Personal information
- Full name: John Strange
- Born: c. 1818 St John's Wood, Middlesex, England
- Died: 6 September 1840 (aged 22) Paris, France
- Batting: Unknown

Domestic team information
- 1836–1839: Marylebone Cricket Club

Career statistics
| Competition | First-class |
| Matches | 13 |
| Runs scored | 107 |
| Batting average | 4.86 |
| 100s/50s | –/– |
| Top score | 23* |
| Balls bowled | ? |
| Wickets | 38 |
| Bowling average | ? |
| 5 wickets in innings | 2 |
| 10 wickets in match | – |
| Best bowling | 6/? |
| Catches/stumpings | 10/– |
- Source: Cricinfo, 3 August 2020

= John Strange (cricketer) =

English cricketer

John Strange (c. 1818 – 6 September 1840) was an English first-class cricketer.

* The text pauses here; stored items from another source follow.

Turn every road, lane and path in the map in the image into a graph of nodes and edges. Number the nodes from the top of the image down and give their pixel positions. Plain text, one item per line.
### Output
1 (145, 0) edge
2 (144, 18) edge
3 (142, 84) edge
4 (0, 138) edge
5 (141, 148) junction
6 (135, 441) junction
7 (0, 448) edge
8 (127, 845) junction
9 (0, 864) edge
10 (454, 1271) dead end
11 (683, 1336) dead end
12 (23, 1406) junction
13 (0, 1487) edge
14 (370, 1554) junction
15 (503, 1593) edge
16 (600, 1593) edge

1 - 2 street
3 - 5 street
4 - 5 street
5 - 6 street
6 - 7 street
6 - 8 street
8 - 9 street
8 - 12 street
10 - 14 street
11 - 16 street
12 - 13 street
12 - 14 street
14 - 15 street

The son of John Strange senior, he was born in 1818 at St John's Wood. He was educated at Winchester College. Strange later played first-class cricket for the Marylebone Cricket Club (MCC) from 1836 to 1839, making eleven appearances. Playing primarily as a bowler, he took 32 wickets in his eleven matches and twice took a five wicket haul. In addition to playing for the MCC, Strange also made two first-clas appearances for the Gentlemen in the Gentlemen v Players fixtures of 1836 and 1838 at Lord's, taking four wickets. Strange died at Paris in September 1840.